Records from a collection
++++++

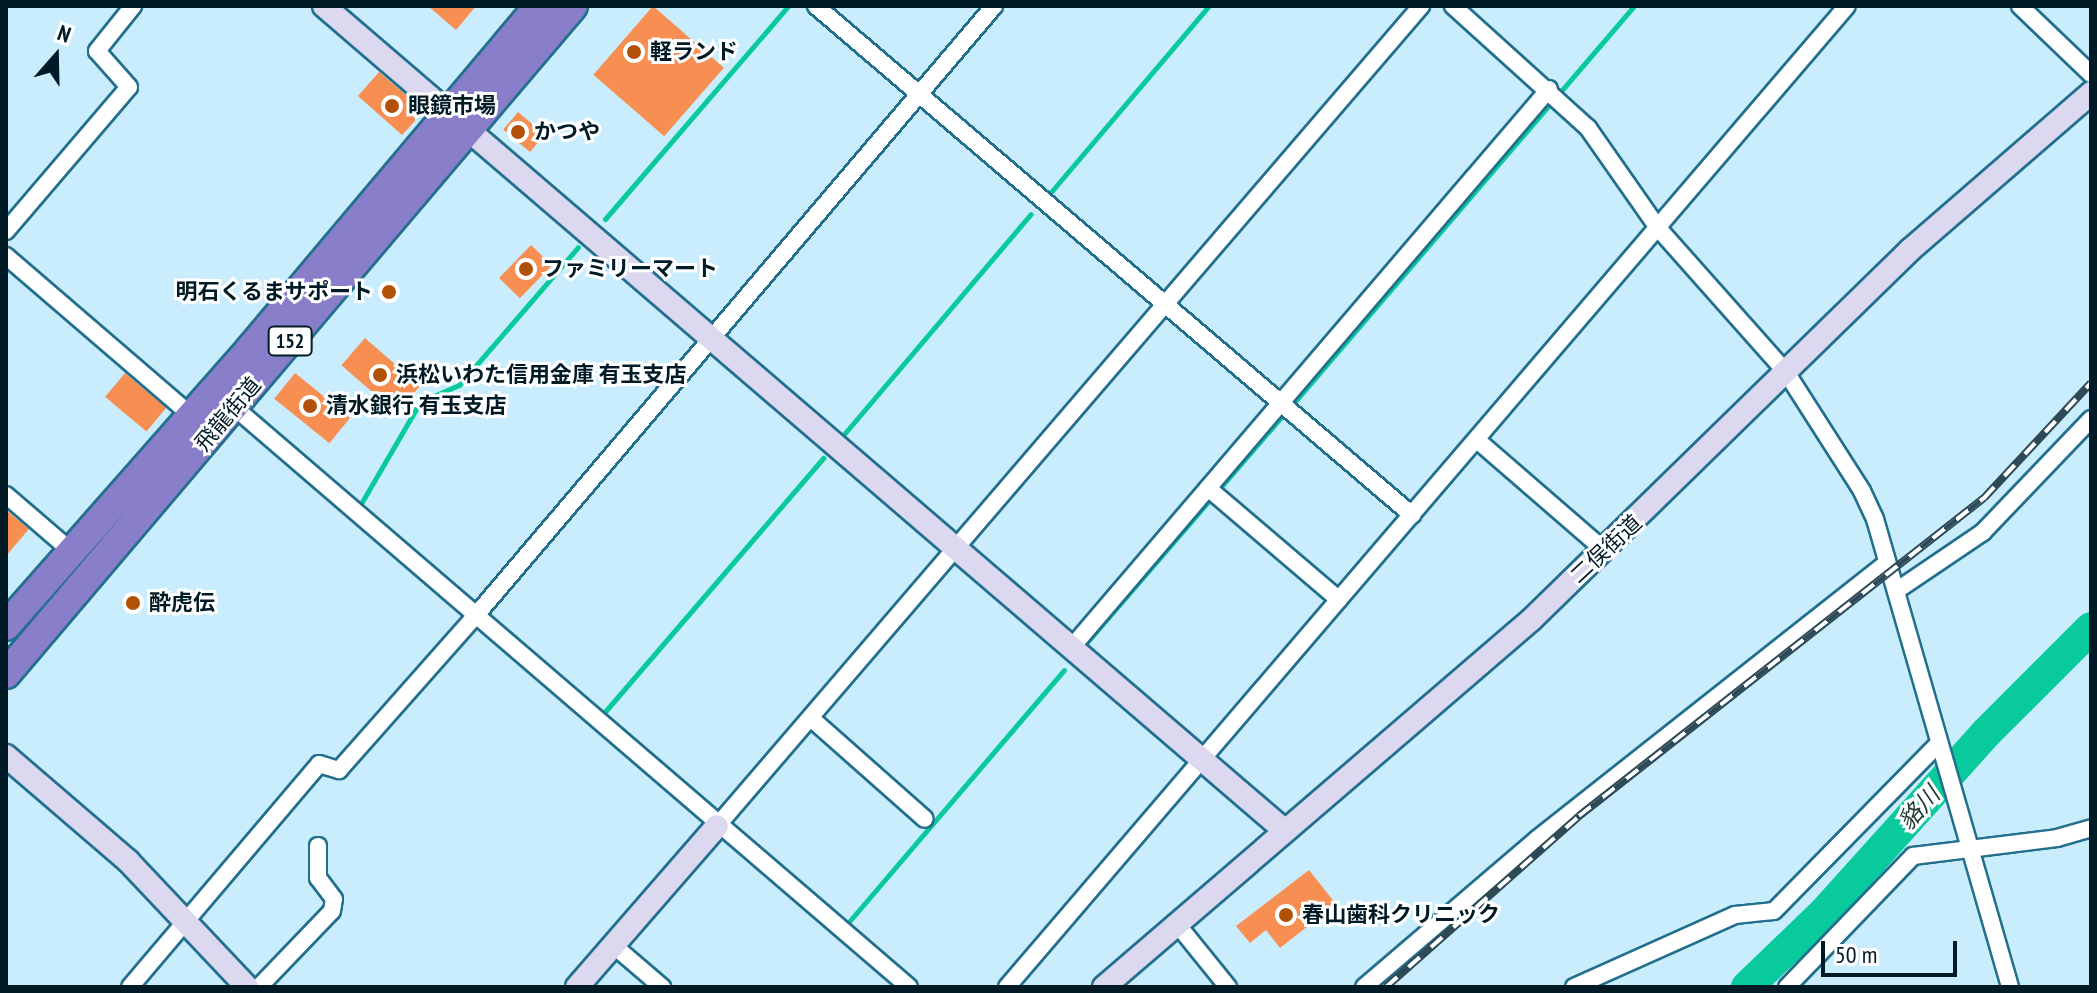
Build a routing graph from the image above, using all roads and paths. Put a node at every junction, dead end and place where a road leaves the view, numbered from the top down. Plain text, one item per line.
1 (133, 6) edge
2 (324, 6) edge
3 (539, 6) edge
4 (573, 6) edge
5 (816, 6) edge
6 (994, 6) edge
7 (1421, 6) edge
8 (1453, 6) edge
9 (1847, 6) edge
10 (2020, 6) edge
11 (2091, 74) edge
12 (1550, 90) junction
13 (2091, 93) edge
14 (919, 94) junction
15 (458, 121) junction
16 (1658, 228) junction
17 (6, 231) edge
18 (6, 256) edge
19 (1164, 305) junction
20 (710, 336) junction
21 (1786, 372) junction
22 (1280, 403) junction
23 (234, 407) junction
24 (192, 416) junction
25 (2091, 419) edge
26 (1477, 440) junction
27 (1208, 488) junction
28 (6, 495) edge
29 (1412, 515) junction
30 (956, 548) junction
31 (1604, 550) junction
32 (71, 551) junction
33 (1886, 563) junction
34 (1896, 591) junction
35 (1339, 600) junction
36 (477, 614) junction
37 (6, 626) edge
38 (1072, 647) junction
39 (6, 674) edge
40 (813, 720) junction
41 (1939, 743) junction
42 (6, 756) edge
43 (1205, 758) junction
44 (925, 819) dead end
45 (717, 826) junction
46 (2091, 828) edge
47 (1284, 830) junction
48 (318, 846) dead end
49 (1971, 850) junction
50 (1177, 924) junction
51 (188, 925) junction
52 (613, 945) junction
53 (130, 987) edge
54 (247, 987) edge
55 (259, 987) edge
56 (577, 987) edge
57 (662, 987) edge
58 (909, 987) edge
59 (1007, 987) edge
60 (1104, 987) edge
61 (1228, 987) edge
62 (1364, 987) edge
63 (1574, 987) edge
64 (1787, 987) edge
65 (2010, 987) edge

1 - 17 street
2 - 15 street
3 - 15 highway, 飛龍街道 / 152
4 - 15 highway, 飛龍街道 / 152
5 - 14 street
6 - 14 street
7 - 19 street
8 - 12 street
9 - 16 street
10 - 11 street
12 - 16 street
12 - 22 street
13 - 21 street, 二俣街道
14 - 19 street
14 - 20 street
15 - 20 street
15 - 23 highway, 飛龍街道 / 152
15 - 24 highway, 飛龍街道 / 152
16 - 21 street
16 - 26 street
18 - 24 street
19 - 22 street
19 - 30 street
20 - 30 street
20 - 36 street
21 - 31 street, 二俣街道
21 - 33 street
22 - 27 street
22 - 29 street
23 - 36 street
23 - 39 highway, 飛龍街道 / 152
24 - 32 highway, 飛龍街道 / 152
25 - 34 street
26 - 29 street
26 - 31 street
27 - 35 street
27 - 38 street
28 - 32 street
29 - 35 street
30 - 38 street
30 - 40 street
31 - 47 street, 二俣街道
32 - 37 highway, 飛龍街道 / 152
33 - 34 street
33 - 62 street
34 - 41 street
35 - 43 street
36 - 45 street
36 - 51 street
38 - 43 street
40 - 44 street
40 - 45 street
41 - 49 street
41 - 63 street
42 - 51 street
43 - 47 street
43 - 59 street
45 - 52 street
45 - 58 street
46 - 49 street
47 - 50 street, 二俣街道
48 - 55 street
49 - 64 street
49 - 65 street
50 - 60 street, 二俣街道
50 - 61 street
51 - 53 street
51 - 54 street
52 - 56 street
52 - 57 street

++++++

Make an exact copy of every record, pictures excluded.

Build a routing graph from the image above, using all roads and paths. Put a node at every junction, dead end and place where a road leaves the view, numbered from the top down. Plain text, one item per line.
1 (133, 6) edge
2 (324, 6) edge
3 (539, 6) edge
4 (573, 6) edge
5 (816, 6) edge
6 (994, 6) edge
7 (1421, 6) edge
8 (1453, 6) edge
9 (1847, 6) edge
10 (2020, 6) edge
11 (2091, 74) edge
12 (1550, 90) junction
13 (2091, 93) edge
14 (919, 94) junction
15 (458, 121) junction
16 (1658, 228) junction
17 (6, 231) edge
18 (6, 256) edge
19 (1164, 305) junction
20 (710, 336) junction
21 (1786, 372) junction
22 (1280, 403) junction
23 (234, 407) junction
24 (192, 416) junction
25 (2091, 419) edge
26 (1477, 440) junction
27 (1208, 488) junction
28 (6, 495) edge
29 (1412, 515) junction
30 (956, 548) junction
31 (1604, 550) junction
32 (71, 551) junction
33 (1886, 563) junction
34 (1896, 591) junction
35 (1339, 600) junction
36 (477, 614) junction
37 (6, 626) edge
38 (1072, 647) junction
39 (6, 674) edge
40 (813, 720) junction
41 (1939, 743) junction
42 (6, 756) edge
43 (1205, 758) junction
44 (925, 819) dead end
45 (717, 826) junction
46 (2091, 828) edge
47 (1284, 830) junction
48 (318, 846) dead end
49 (1971, 850) junction
50 (1177, 924) junction
51 (188, 925) junction
52 (613, 945) junction
53 (130, 987) edge
54 (247, 987) edge
55 (259, 987) edge
56 (577, 987) edge
57 (662, 987) edge
58 (909, 987) edge
59 (1007, 987) edge
60 (1104, 987) edge
61 (1228, 987) edge
62 (1364, 987) edge
63 (1574, 987) edge
64 (1787, 987) edge
65 (2010, 987) edge

1 - 17 street
2 - 15 street
3 - 15 highway, 飛龍街道 / 152
4 - 15 highway, 飛龍街道 / 152
5 - 14 street
6 - 14 street
7 - 19 street
8 - 12 street
9 - 16 street
10 - 11 street
12 - 16 street
12 - 22 street
13 - 21 street, 二俣街道
14 - 19 street
14 - 20 street
15 - 20 street
15 - 23 highway, 飛龍街道 / 152
15 - 24 highway, 飛龍街道 / 152
16 - 21 street
16 - 26 street
18 - 24 street
19 - 22 street
19 - 30 street
20 - 30 street
20 - 36 street
21 - 31 street, 二俣街道
21 - 33 street
22 - 27 street
22 - 29 street
23 - 36 street
23 - 39 highway, 飛龍街道 / 152
24 - 32 highway, 飛龍街道 / 152
25 - 34 street
26 - 29 street
26 - 31 street
27 - 35 street
27 - 38 street
28 - 32 street
29 - 35 street
30 - 38 street
30 - 40 street
31 - 47 street, 二俣街道
32 - 37 highway, 飛龍街道 / 152
33 - 34 street
33 - 62 street
34 - 41 street
35 - 43 street
36 - 45 street
36 - 51 street
38 - 43 street
40 - 44 street
40 - 45 street
41 - 49 street
41 - 63 street
42 - 51 street
43 - 47 street
43 - 59 street
45 - 52 street
45 - 58 street
46 - 49 street
47 - 50 street, 二俣街道
48 - 55 street
49 - 64 street
49 - 65 street
50 - 60 street, 二俣街道
50 - 61 street
51 - 53 street
51 - 54 street
52 - 56 street
52 - 57 street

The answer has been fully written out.